Penso anche al confronto fra Marco Cavallo, un cavallo di cartapesta azzurra alto tre metri, a firma di Claire Fontaine, e Museo Franco Basaglia di Stefano Graziani. Da un lato abbiamo la riproposizione della celebre icona realizzata nel 1973 all’Ospedale Psichiatrico di Trieste, un vero e proprio Cavallo di Troia che consentiva ai sogni e ai desideri dei pazienti di uscire e prendere il largo; dall’altro, la fotografia di una pila di libri di Basaglia che regge un vaso con delle rose recise dal giardino della stessa struttura ospedaliera. Due prospettive diverse sul concetto di alienazione.

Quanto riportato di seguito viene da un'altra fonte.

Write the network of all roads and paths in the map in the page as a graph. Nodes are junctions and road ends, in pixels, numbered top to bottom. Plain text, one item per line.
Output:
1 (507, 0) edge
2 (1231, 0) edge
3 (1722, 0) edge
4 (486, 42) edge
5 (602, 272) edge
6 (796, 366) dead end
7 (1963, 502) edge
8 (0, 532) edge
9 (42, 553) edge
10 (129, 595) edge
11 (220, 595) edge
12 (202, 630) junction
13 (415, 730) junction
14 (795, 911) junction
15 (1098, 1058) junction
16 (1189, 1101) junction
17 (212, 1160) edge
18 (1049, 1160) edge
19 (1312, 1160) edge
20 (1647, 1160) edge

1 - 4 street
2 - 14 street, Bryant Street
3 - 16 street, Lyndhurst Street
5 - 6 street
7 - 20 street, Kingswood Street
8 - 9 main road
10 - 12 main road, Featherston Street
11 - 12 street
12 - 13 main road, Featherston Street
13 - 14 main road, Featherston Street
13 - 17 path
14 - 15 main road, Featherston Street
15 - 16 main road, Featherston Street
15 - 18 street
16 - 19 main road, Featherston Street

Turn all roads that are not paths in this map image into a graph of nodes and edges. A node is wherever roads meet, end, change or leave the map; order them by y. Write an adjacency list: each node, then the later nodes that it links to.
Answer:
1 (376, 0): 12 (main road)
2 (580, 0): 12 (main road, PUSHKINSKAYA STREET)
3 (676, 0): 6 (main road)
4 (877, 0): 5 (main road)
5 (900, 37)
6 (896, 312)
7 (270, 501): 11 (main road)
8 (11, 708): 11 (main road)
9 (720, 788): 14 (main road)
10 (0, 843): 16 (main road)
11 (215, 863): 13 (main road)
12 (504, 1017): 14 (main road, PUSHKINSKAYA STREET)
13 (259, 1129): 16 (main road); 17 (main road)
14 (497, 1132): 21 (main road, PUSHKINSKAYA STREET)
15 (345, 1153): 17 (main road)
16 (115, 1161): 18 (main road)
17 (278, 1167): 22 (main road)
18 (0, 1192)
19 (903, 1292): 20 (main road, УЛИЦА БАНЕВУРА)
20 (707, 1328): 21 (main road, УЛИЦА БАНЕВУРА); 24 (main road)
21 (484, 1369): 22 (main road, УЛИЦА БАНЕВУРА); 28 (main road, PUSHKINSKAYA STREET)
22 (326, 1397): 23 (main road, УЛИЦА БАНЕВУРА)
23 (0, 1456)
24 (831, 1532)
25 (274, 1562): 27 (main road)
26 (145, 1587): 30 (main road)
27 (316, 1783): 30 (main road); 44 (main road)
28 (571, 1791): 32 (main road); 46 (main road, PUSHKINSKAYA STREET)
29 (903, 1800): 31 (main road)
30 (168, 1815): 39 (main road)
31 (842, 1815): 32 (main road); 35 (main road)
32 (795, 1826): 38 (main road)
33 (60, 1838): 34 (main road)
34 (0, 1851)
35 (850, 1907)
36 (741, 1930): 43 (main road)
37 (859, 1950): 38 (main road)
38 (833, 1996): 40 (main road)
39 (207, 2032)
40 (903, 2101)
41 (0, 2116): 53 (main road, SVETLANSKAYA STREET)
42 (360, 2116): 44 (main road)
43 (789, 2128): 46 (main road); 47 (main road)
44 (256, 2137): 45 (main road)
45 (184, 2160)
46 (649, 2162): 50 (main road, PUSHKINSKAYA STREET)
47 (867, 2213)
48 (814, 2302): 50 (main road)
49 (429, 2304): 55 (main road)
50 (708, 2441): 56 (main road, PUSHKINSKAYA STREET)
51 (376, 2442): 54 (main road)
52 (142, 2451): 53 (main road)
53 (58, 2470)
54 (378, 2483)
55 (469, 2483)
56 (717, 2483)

Ecco, questo tipo di assonanze, di tensioni echeggiano anche nel resto della mostra. Ovviamente qui è impossibile citarle tutte, poiché il confronto non è solo fra artisti visivi, ma entrano in gioco figure come Nanni Balestrini, Giuseppe Pinelli, Carla Lonzi, Enzo Mari e molte altre, che allargano l’orizzonte e scompigliano il mazzo. Però, alla fine della visita, sia ha la sensazione di quanto sia poco sensato parlare d’identità italiana. O meglio, di scena artistica italiana. A essere precisi è poco sensato se si adottano categorie fuori uso come il linguaggio o il mezzo espressivo, l’estetica, lo stile, l’età o la provenienza geografica. Le Futur derrière nous ci suggerisce che, per cercare di capire qualcosa in più di quanto accade oggi all’arte contemporanea del nostro Paese, siamo obbligati a rintracciare i motivi per cui si è interrotto qualcosa, e di conseguenza abbiamo mancato il nostro appuntamento con il passato. Volgere lo sguardo all’indietro è un possibile modo di ripartire laddove ci siamo interrotti.